6

When performing linear regression, GLMnet apparently standardizes the dependent variable ($y$) vector to have unit variance before it runs the regression, and then unstandardizes the resulting intercept and coefficients. I assume the standardization is achieved by dividing each $y_i$ by the standard deviation of the $y$ vector.

If I run glmnet with a pre-standardized $y$ how do I unstandardize the resulting equation?

(Note that I am currently running my program/GLMnet on pre-standardized x variables, so I don't have to worry about reversing the x variable standardization that GLMnet also performs.)

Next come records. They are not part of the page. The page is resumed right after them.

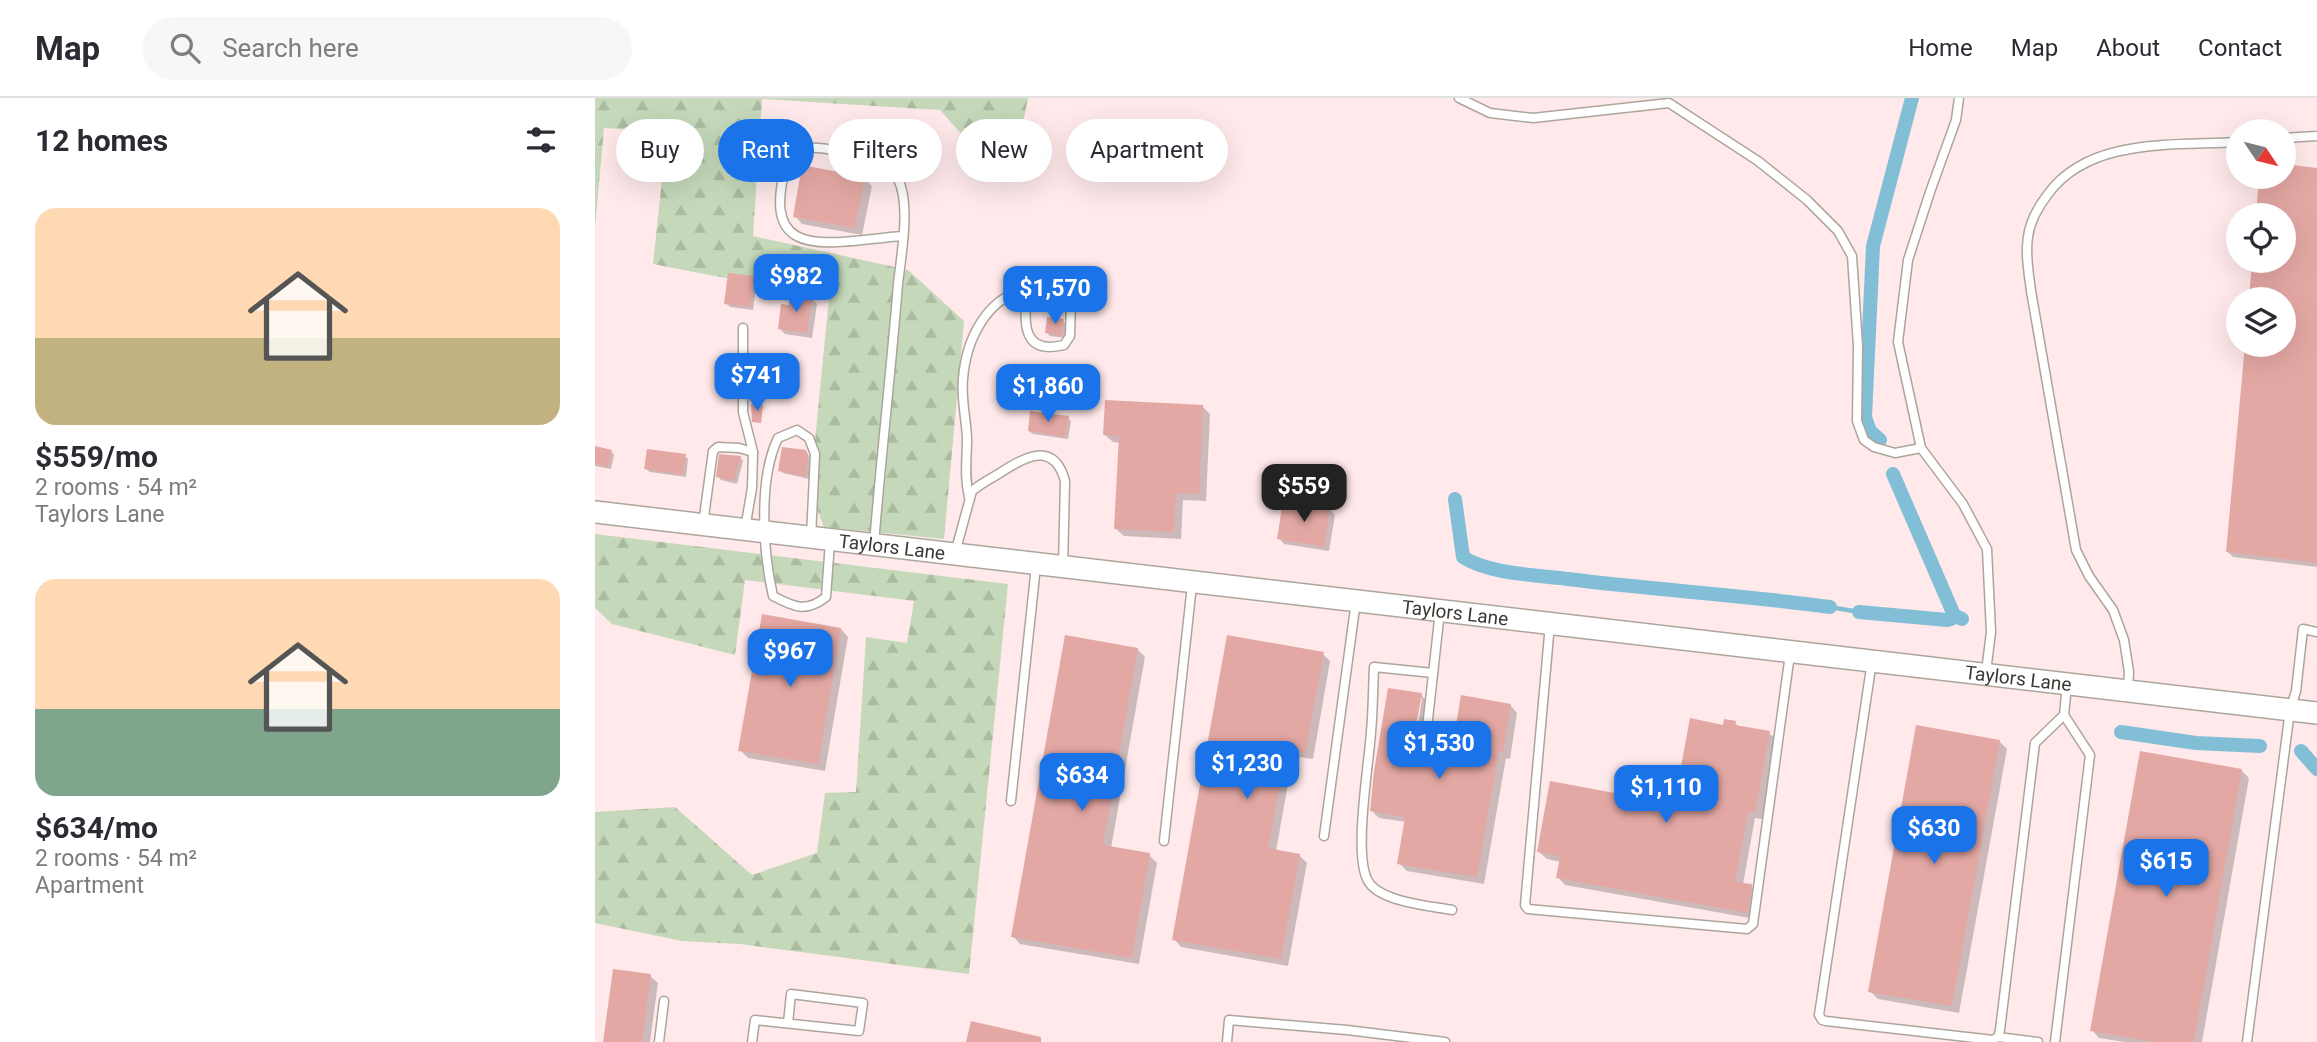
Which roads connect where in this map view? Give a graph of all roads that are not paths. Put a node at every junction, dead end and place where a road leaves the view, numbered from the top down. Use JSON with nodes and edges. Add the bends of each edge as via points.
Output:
{"nodes":[{"id":1,"x":1459,"y":98,"type":"edge"},
{"id":2,"x":1959,"y":98,"type":"edge"},
{"id":3,"x":2317,"y":136,"type":"edge"},
{"id":4,"x":2296,"y":137,"type":"edge"},
{"id":5,"x":2226,"y":143,"type":"edge"},
{"id":6,"x":903,"y":232,"type":"junction"},
{"id":7,"x":1027,"y":289,"type":"junction"},
{"id":8,"x":743,"y":328,"type":"dead end"},
{"id":9,"x":1921,"y":448,"type":"junction"},
{"id":10,"x":753,"y":452,"type":"junction"},
{"id":11,"x":969,"y":497,"type":"junction"},
{"id":12,"x":595,"y":512,"type":"edge"},
{"id":13,"x":703,"y":524,"type":"junction"},
{"id":14,"x":754,"y":530,"type":"junction"},
{"id":15,"x":821,"y":538,"type":"junction"},
{"id":16,"x":874,"y":544,"type":"junction"},
{"id":17,"x":955,"y":554,"type":"junction"},
{"id":18,"x":1037,"y":564,"type":"junction"},
{"id":19,"x":1063,"y":567,"type":"junction"},
{"id":20,"x":1193,"y":582,"type":"junction"},
{"id":21,"x":1356,"y":601,"type":"junction"},
{"id":22,"x":1440,"y":611,"type":"junction"},
{"id":23,"x":1550,"y":624,"type":"junction"},
{"id":24,"x":2317,"y":632,"type":"edge"},
{"id":25,"x":1790,"y":652,"type":"junction"},
{"id":26,"x":1872,"y":661,"type":"junction"},
{"id":27,"x":1433,"y":673,"type":"junction"},
{"id":28,"x":1985,"y":675,"type":"junction"},
{"id":29,"x":2067,"y":684,"type":"junction"},
{"id":30,"x":2128,"y":691,"type":"junction"},
{"id":31,"x":2290,"y":710,"type":"junction"},
{"id":32,"x":2317,"y":713,"type":"edge"},
{"id":33,"x":2064,"y":715,"type":"junction"},
{"id":34,"x":1427,"y":728,"type":"dead end"},
{"id":35,"x":1011,"y":801,"type":"dead end"},
{"id":36,"x":1324,"y":836,"type":"dead end"},
{"id":37,"x":1164,"y":841,"type":"dead end"},
{"id":38,"x":1452,"y":910,"type":"dead end"},
{"id":39,"x":664,"y":1001,"type":"dead end"},
{"id":40,"x":787,"y":1023,"type":"junction"},
{"id":41,"x":1998,"y":1037,"type":"junction"},
{"id":42,"x":659,"y":1042,"type":"edge"},
{"id":43,"x":753,"y":1042,"type":"edge"},
{"id":44,"x":1227,"y":1042,"type":"edge"},
{"id":45,"x":1445,"y":1042,"type":"edge"},
{"id":46,"x":2038,"y":1042,"type":"edge"},
{"id":47,"x":2055,"y":1042,"type":"edge"},
{"id":48,"x":2247,"y":1042,"type":"edge"}],
"edges":[{"from":1,"to":9,"type":"lane","via":[[1490,113],[1533,118],[1669,103],[1758,161],[1807,200],[1837,231],[1852,257],[1857,421],[1864,440],[1895,453]]},
{"from":2,"to":9,"type":"lane","via":[[1957,120],[1908,260],[1898,342]]},
{"from":3,"to":4,"type":"lane"},
{"from":5,"to":30,"type":"lane","via":[[2117,150],[2084,162],[2058,181],[2036,209],[2028,237],[2031,291],[2076,550],[2113,610],[2124,640]]},
{"from":6,"to":6,"type":"lane","via":[[817,242],[791,235],[780,210],[789,155],[796,149],[811,148],[884,160],[904,194]]},
{"from":6,"to":16,"type":"lane"},
{"from":7,"to":7,"type":"lane","via":[[1053,287],[1070,300],[1070,336],[1064,345],[1054,348],[1030,339],[1025,331]]},
{"from":7,"to":11,"type":"lane","via":[[1015,291],[990,310],[977,326],[967,354],[962,380]]},
{"from":8,"to":10,"type":"lane","via":[[743,412]]},
{"from":9,"to":28,"type":"lane","via":[[1963,504],[1987,549],[1991,632]]},
{"from":10,"to":13,"type":"lane","via":[[713,450]]},
{"from":10,"to":14,"type":"lane"},
{"from":11,"to":17,"type":"lane"},
{"from":11,"to":19,"type":"lane","via":[[1028,456],[1039,455],[1056,464],[1065,481]]},
{"from":12,"to":13,"type":"street","name":"Taylors Lane"},
{"from":13,"to":14,"type":"street","name":"Taylors Lane"},
{"from":14,"to":15,"type":"street","name":"Taylors Lane"},
{"from":14,"to":15,"type":"lane","via":[[773,596],[794,607],[815,606],[826,597]]},
{"from":14,"to":15,"type":"lane","via":[[766,498],[773,448],[778,438],[797,430],[809,438],[815,454]]},
{"from":15,"to":16,"type":"street","name":"Taylors Lane"},
{"from":16,"to":17,"type":"street","name":"Taylors Lane"},
{"from":17,"to":18,"type":"street","name":"Taylors Lane"},
{"from":18,"to":19,"type":"street","name":"Taylors Lane"},
{"from":18,"to":35,"type":"lane"},
{"from":19,"to":20,"type":"street","name":"Taylors Lane"},
{"from":20,"to":21,"type":"street","name":"Taylors Lane"},
{"from":20,"to":37,"type":"lane"},
{"from":21,"to":22,"type":"street","name":"Taylors Lane"},
{"from":21,"to":36,"type":"lane"},
{"from":22,"to":23,"type":"street","name":"Taylors Lane"},
{"from":22,"to":27,"type":"lane"},
{"from":23,"to":25,"type":"street","name":"Taylors Lane"},
{"from":23,"to":25,"type":"lane","via":[[1528,909],[1747,929],[1753,924]]},
{"from":24,"to":31,"type":"lane","via":[[2303,629]]},
{"from":25,"to":26,"type":"street","name":"Taylors Lane"},
{"from":26,"to":28,"type":"street","name":"Taylors Lane"},
{"from":26,"to":41,"type":"lane","via":[[1819,1015],[1826,1021],[1993,1041]]},
{"from":27,"to":34,"type":"lane"},
{"from":27,"to":38,"type":"lane","via":[[1374,667],[1361,830],[1364,870],[1369,882],[1383,893]]},
{"from":28,"to":29,"type":"street","name":"Taylors Lane"},
{"from":29,"to":30,"type":"street","name":"Taylors Lane"},
{"from":29,"to":33,"type":"lane"},
{"from":30,"to":31,"type":"street","name":"Taylors Lane"},
{"from":31,"to":32,"type":"street","name":"Taylors Lane"},
{"from":31,"to":48,"type":"lane"},
{"from":33,"to":41,"type":"lane","via":[[2035,743]]},
{"from":33,"to":47,"type":"lane","via":[[2090,755]]},
{"from":39,"to":42,"type":"lane"},
{"from":40,"to":40,"type":"lane","via":[[859,1031],[863,1003],[791,994]]},
{"from":40,"to":43,"type":"lane","via":[[755,1020]]},
{"from":41,"to":46,"type":"lane"},
{"from":44,"to":45,"type":"lane","via":[[1229,1020]]}]}
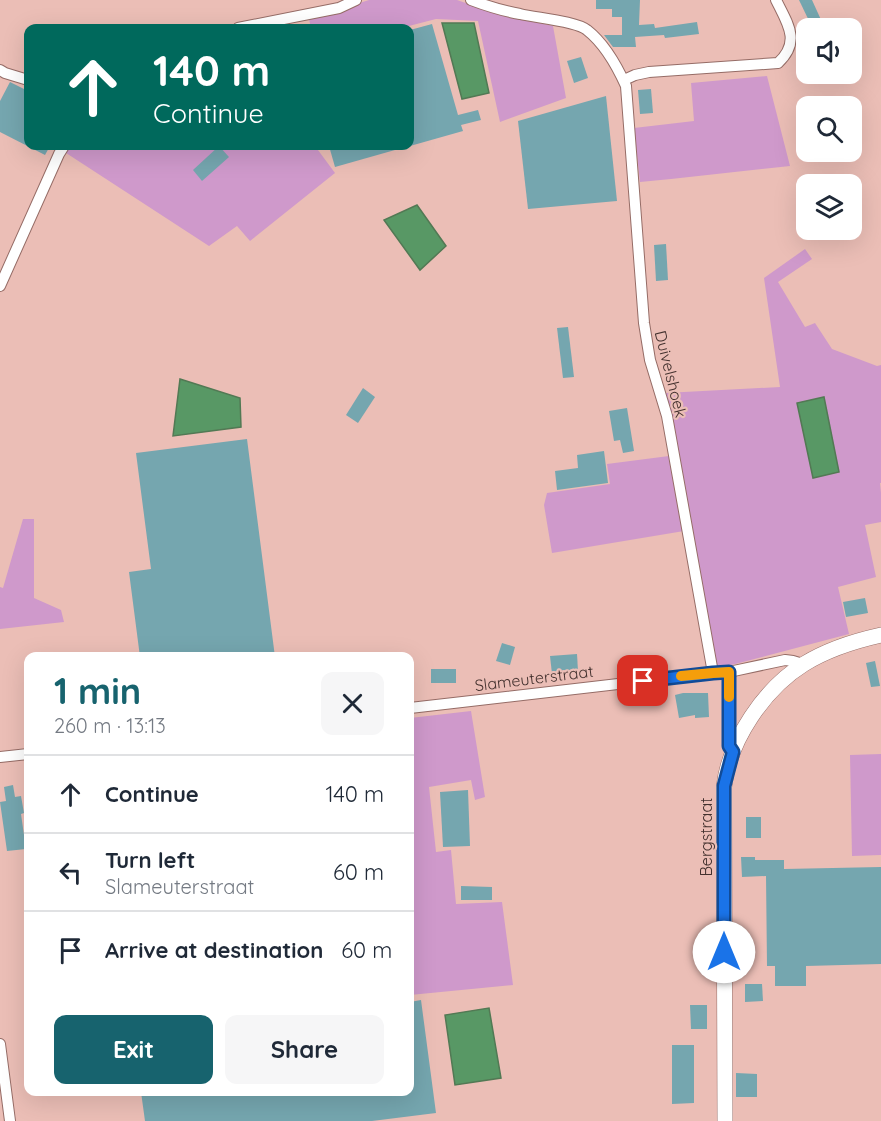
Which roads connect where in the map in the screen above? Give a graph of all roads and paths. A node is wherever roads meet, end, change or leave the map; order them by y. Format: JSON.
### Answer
{"nodes":[{"id":1,"x":356,"y":0,"type":"edge"},
{"id":2,"x":471,"y":0,"type":"edge"},
{"id":3,"x":776,"y":0,"type":"edge"},
{"id":4,"x":258,"y":24,"type":"edge"},
{"id":5,"x":0,"y":70,"type":"edge"},
{"id":6,"x":24,"y":79,"type":"edge"},
{"id":7,"x":624,"y":80,"type":"junction"},
{"id":8,"x":62,"y":150,"type":"edge"},
{"id":9,"x":0,"y":286,"type":"edge"},
{"id":10,"x":881,"y":635,"type":"edge"},
{"id":11,"x":803,"y":664,"type":"junction"},
{"id":12,"x":729,"y":672,"type":"junction"},
{"id":13,"x":713,"y":673,"type":"junction"},
{"id":14,"x":414,"y":708,"type":"edge"},
{"id":15,"x":733,"y":752,"type":"junction"},
{"id":16,"x":24,"y":754,"type":"edge"},
{"id":17,"x":0,"y":757,"type":"edge"},
{"id":18,"x":0,"y":1044,"type":"edge"},
{"id":19,"x":10,"y":1121,"type":"edge"},
{"id":20,"x":725,"y":1121,"type":"edge"}],
"edges":[{"from":1,"to":4,"type":"street"},
{"from":2,"to":7,"type":"street","name":"Duivelshoek"},
{"from":3,"to":7,"type":"street"},
{"from":5,"to":6,"type":"street"},
{"from":7,"to":13,"type":"street","name":"Duivelshoek"},
{"from":8,"to":9,"type":"street"},
{"from":10,"to":11,"type":"street","name":"Bergstraat"},
{"from":11,"to":12,"type":"street","name":"Slameuterstraat"},
{"from":11,"to":15,"type":"street","name":"Bergstraat"},
{"from":12,"to":13,"type":"street","name":"Slameuterstraat"},
{"from":12,"to":15,"type":"street"},
{"from":13,"to":14,"type":"street","name":"Slameuterstraat"},
{"from":15,"to":20,"type":"street","name":"Bergstraat"},
{"from":16,"to":17,"type":"street"},
{"from":18,"to":19,"type":"street"}]}
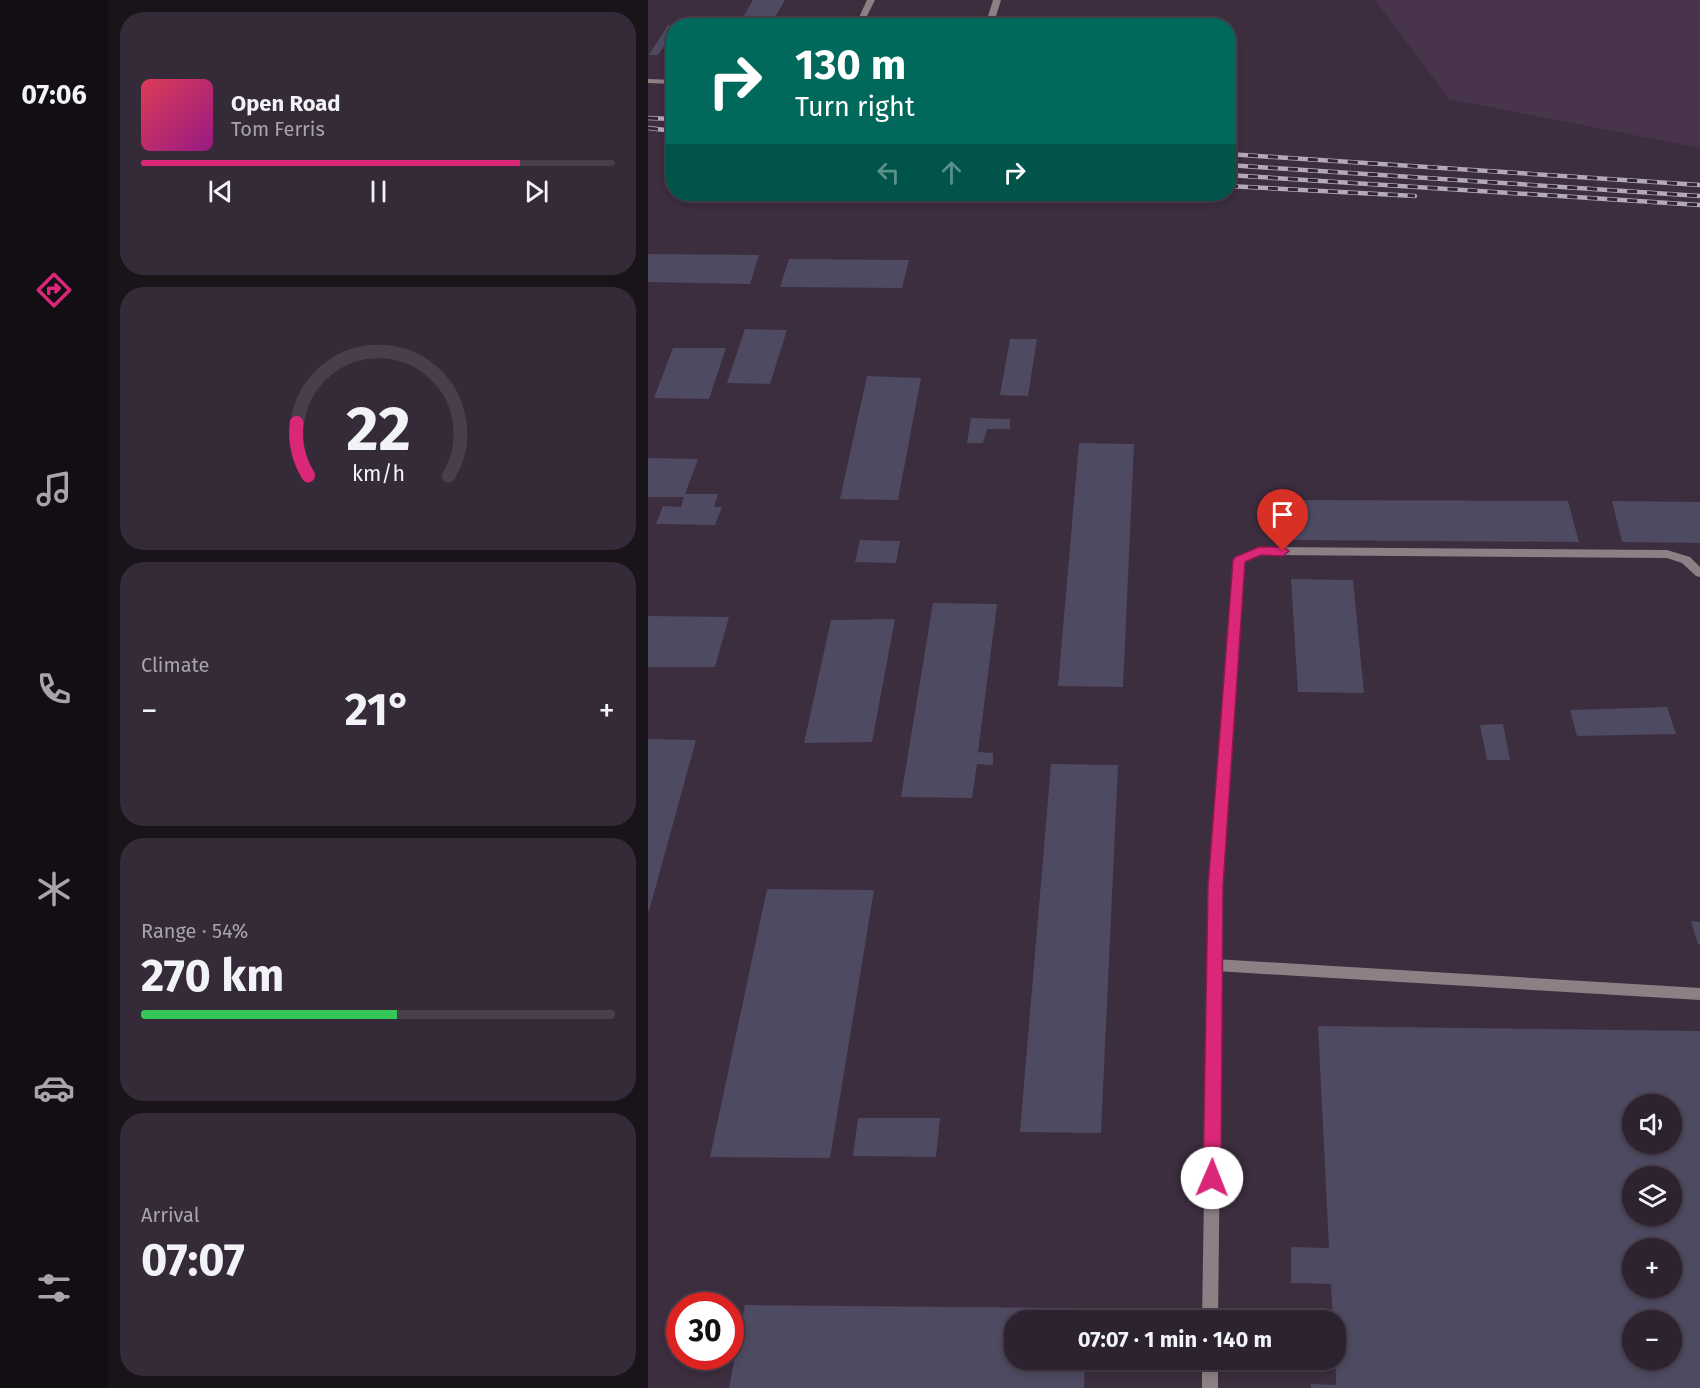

I thought that I could simply unstandardize by multiplying each coefficient and the intercept by the standard deviation of the $y$ vector. This does not work - the "unstandardized" equation does not match the result I get when I run glmnet with the same non-standardized $y$. The only time multiplying by the standard deviation works is when I run glmnet with lambda=0. (This effectively runs the program as an ordinary least squares fit.)

I am recreating glmnet in another language as an exercise. When I run my program and glmnet on pre-standardized $y$, I get the same result. I do not get the same result when $y$ is not pre-standardized.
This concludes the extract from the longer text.